### Instructions for the task:
Nothing in the records may be altered, so transcribe them exactly.

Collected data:

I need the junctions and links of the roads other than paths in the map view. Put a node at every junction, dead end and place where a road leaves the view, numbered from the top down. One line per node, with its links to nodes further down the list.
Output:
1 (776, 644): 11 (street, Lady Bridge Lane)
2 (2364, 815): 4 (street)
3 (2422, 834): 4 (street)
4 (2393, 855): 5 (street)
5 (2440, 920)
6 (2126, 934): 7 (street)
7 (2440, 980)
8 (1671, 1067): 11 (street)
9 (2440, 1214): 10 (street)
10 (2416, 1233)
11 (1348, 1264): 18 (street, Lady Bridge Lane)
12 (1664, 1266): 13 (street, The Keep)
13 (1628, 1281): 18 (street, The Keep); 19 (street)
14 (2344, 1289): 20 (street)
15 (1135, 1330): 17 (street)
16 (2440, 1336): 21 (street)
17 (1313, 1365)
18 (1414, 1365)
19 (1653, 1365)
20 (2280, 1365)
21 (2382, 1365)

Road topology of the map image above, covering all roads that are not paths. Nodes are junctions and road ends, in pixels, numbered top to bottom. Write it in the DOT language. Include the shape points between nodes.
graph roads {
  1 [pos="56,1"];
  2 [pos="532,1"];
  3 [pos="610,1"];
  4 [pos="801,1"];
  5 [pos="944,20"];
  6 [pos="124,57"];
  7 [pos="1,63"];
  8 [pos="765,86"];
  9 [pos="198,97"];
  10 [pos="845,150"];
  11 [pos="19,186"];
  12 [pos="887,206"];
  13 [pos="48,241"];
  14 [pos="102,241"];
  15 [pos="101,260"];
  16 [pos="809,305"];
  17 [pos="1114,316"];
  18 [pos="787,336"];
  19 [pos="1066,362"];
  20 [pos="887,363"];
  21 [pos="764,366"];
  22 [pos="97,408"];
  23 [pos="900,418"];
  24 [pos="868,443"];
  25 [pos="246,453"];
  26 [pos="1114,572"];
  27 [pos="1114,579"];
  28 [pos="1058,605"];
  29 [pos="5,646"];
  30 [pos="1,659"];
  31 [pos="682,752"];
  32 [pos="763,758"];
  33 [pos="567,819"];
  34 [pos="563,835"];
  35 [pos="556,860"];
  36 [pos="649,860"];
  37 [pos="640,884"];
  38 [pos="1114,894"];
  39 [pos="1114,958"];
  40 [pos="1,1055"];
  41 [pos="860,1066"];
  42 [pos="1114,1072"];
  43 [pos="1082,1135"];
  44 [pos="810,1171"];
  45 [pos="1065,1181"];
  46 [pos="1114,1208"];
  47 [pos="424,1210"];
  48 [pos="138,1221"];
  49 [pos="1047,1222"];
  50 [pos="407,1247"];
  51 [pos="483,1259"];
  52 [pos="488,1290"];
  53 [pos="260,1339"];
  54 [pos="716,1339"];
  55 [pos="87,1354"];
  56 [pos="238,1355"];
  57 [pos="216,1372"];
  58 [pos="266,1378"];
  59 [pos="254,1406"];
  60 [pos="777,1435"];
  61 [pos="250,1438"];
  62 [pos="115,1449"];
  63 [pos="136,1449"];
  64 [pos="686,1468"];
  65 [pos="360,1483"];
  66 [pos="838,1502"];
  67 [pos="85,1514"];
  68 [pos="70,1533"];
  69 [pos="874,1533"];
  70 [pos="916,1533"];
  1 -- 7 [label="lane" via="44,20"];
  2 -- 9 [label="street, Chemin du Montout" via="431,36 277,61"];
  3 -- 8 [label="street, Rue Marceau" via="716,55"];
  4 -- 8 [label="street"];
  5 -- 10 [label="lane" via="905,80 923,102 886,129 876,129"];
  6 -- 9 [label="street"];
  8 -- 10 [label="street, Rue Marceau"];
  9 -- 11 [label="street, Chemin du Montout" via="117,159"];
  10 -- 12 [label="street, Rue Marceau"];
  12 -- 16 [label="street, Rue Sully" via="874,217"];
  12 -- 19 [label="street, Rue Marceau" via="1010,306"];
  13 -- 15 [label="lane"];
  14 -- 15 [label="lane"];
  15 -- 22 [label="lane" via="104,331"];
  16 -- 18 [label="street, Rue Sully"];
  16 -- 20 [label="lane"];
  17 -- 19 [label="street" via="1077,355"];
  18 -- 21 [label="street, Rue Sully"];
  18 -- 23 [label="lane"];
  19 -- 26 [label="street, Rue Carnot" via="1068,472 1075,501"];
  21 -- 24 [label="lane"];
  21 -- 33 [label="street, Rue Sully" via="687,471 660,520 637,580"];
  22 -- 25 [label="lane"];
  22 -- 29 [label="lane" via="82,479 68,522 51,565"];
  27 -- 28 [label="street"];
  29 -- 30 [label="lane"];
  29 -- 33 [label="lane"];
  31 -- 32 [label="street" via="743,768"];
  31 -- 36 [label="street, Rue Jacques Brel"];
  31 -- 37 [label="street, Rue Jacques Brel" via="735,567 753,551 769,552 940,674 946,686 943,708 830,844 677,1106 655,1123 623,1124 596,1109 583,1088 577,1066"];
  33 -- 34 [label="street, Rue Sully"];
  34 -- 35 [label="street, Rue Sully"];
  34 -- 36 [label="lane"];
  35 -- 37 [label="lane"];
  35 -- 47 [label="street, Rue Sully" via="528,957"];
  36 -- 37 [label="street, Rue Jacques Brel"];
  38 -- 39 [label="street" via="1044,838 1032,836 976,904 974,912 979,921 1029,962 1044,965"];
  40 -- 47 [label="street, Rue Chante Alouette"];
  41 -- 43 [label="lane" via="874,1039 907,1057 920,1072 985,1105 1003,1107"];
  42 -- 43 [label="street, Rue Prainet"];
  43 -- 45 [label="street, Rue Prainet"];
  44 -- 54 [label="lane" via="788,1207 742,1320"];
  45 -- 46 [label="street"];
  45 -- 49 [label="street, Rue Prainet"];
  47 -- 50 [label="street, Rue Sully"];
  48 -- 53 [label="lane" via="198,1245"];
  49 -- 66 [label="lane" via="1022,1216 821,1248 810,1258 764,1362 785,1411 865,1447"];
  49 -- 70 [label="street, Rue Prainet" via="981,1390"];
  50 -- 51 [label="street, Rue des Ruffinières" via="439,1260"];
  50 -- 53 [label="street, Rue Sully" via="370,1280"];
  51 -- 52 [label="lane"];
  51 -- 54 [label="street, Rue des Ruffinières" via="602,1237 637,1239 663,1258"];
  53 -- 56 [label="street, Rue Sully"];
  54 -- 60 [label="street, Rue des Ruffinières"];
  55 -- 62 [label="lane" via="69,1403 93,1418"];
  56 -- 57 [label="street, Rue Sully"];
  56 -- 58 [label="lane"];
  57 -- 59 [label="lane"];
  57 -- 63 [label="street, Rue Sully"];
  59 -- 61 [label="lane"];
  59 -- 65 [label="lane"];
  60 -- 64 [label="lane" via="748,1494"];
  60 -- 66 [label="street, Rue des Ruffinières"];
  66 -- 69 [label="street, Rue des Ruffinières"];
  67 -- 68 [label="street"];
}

### Output of the task:
I need the junctions and links of the roads other than paths in the map view. Put a node at every junction, dead end and place where a road leaves the view, numbered from the top down. One line per node, with its links to nodes further down the list.
Output:
1 (776, 644): 11 (street, Lady Bridge Lane)
2 (2364, 815): 4 (street)
3 (2422, 834): 4 (street)
4 (2393, 855): 5 (street)
5 (2440, 920)
6 (2126, 934): 7 (street)
7 (2440, 980)
8 (1671, 1067): 11 (street)
9 (2440, 1214): 10 (street)
10 (2416, 1233)
11 (1348, 1264): 18 (street, Lady Bridge Lane)
12 (1664, 1266): 13 (street, The Keep)
13 (1628, 1281): 18 (street, The Keep); 19 (street)
14 (2344, 1289): 20 (street)
15 (1135, 1330): 17 (street)
16 (2440, 1336): 21 (street)
17 (1313, 1365)
18 (1414, 1365)
19 (1653, 1365)
20 (2280, 1365)
21 (2382, 1365)

Road topology of the map image above, covering all roads that are not paths. Nodes are junctions and road ends, in pixels, numbered top to bottom. Write it in the DOT language. Include the shape points between nodes.
graph roads {
  1 [pos="56,1"];
  2 [pos="532,1"];
  3 [pos="610,1"];
  4 [pos="801,1"];
  5 [pos="944,20"];
  6 [pos="124,57"];
  7 [pos="1,63"];
  8 [pos="765,86"];
  9 [pos="198,97"];
  10 [pos="845,150"];
  11 [pos="19,186"];
  12 [pos="887,206"];
  13 [pos="48,241"];
  14 [pos="102,241"];
  15 [pos="101,260"];
  16 [pos="809,305"];
  17 [pos="1114,316"];
  18 [pos="787,336"];
  19 [pos="1066,362"];
  20 [pos="887,363"];
  21 [pos="764,366"];
  22 [pos="97,408"];
  23 [pos="900,418"];
  24 [pos="868,443"];
  25 [pos="246,453"];
  26 [pos="1114,572"];
  27 [pos="1114,579"];
  28 [pos="1058,605"];
  29 [pos="5,646"];
  30 [pos="1,659"];
  31 [pos="682,752"];
  32 [pos="763,758"];
  33 [pos="567,819"];
  34 [pos="563,835"];
  35 [pos="556,860"];
  36 [pos="649,860"];
  37 [pos="640,884"];
  38 [pos="1114,894"];
  39 [pos="1114,958"];
  40 [pos="1,1055"];
  41 [pos="860,1066"];
  42 [pos="1114,1072"];
  43 [pos="1082,1135"];
  44 [pos="810,1171"];
  45 [pos="1065,1181"];
  46 [pos="1114,1208"];
  47 [pos="424,1210"];
  48 [pos="138,1221"];
  49 [pos="1047,1222"];
  50 [pos="407,1247"];
  51 [pos="483,1259"];
  52 [pos="488,1290"];
  53 [pos="260,1339"];
  54 [pos="716,1339"];
  55 [pos="87,1354"];
  56 [pos="238,1355"];
  57 [pos="216,1372"];
  58 [pos="266,1378"];
  59 [pos="254,1406"];
  60 [pos="777,1435"];
  61 [pos="250,1438"];
  62 [pos="115,1449"];
  63 [pos="136,1449"];
  64 [pos="686,1468"];
  65 [pos="360,1483"];
  66 [pos="838,1502"];
  67 [pos="85,1514"];
  68 [pos="70,1533"];
  69 [pos="874,1533"];
  70 [pos="916,1533"];
  1 -- 7 [label="lane" via="44,20"];
  2 -- 9 [label="street, Chemin du Montout" via="431,36 277,61"];
  3 -- 8 [label="street, Rue Marceau" via="716,55"];
  4 -- 8 [label="street"];
  5 -- 10 [label="lane" via="905,80 923,102 886,129 876,129"];
  6 -- 9 [label="street"];
  8 -- 10 [label="street, Rue Marceau"];
  9 -- 11 [label="street, Chemin du Montout" via="117,159"];
  10 -- 12 [label="street, Rue Marceau"];
  12 -- 16 [label="street, Rue Sully" via="874,217"];
  12 -- 19 [label="street, Rue Marceau" via="1010,306"];
  13 -- 15 [label="lane"];
  14 -- 15 [label="lane"];
  15 -- 22 [label="lane" via="104,331"];
  16 -- 18 [label="street, Rue Sully"];
  16 -- 20 [label="lane"];
  17 -- 19 [label="street" via="1077,355"];
  18 -- 21 [label="street, Rue Sully"];
  18 -- 23 [label="lane"];
  19 -- 26 [label="street, Rue Carnot" via="1068,472 1075,501"];
  21 -- 24 [label="lane"];
  21 -- 33 [label="street, Rue Sully" via="687,471 660,520 637,580"];
  22 -- 25 [label="lane"];
  22 -- 29 [label="lane" via="82,479 68,522 51,565"];
  27 -- 28 [label="street"];
  29 -- 30 [label="lane"];
  29 -- 33 [label="lane"];
  31 -- 32 [label="street" via="743,768"];
  31 -- 36 [label="street, Rue Jacques Brel"];
  31 -- 37 [label="street, Rue Jacques Brel" via="735,567 753,551 769,552 940,674 946,686 943,708 830,844 677,1106 655,1123 623,1124 596,1109 583,1088 577,1066"];
  33 -- 34 [label="street, Rue Sully"];
  34 -- 35 [label="street, Rue Sully"];
  34 -- 36 [label="lane"];
  35 -- 37 [label="lane"];
  35 -- 47 [label="street, Rue Sully" via="528,957"];
  36 -- 37 [label="street, Rue Jacques Brel"];
  38 -- 39 [label="street" via="1044,838 1032,836 976,904 974,912 979,921 1029,962 1044,965"];
  40 -- 47 [label="street, Rue Chante Alouette"];
  41 -- 43 [label="lane" via="874,1039 907,1057 920,1072 985,1105 1003,1107"];
  42 -- 43 [label="street, Rue Prainet"];
  43 -- 45 [label="street, Rue Prainet"];
  44 -- 54 [label="lane" via="788,1207 742,1320"];
  45 -- 46 [label="street"];
  45 -- 49 [label="street, Rue Prainet"];
  47 -- 50 [label="street, Rue Sully"];
  48 -- 53 [label="lane" via="198,1245"];
  49 -- 66 [label="lane" via="1022,1216 821,1248 810,1258 764,1362 785,1411 865,1447"];
  49 -- 70 [label="street, Rue Prainet" via="981,1390"];
  50 -- 51 [label="street, Rue des Ruffinières" via="439,1260"];
  50 -- 53 [label="street, Rue Sully" via="370,1280"];
  51 -- 52 [label="lane"];
  51 -- 54 [label="street, Rue des Ruffinières" via="602,1237 637,1239 663,1258"];
  53 -- 56 [label="street, Rue Sully"];
  54 -- 60 [label="street, Rue des Ruffinières"];
  55 -- 62 [label="lane" via="69,1403 93,1418"];
  56 -- 57 [label="street, Rue Sully"];
  56 -- 58 [label="lane"];
  57 -- 59 [label="lane"];
  57 -- 63 [label="street, Rue Sully"];
  59 -- 61 [label="lane"];
  59 -- 65 [label="lane"];
  60 -- 64 [label="lane" via="748,1494"];
  60 -- 66 [label="street, Rue des Ruffinières"];
  66 -- 69 [label="street, Rue des Ruffinières"];
  67 -- 68 [label="street"];
}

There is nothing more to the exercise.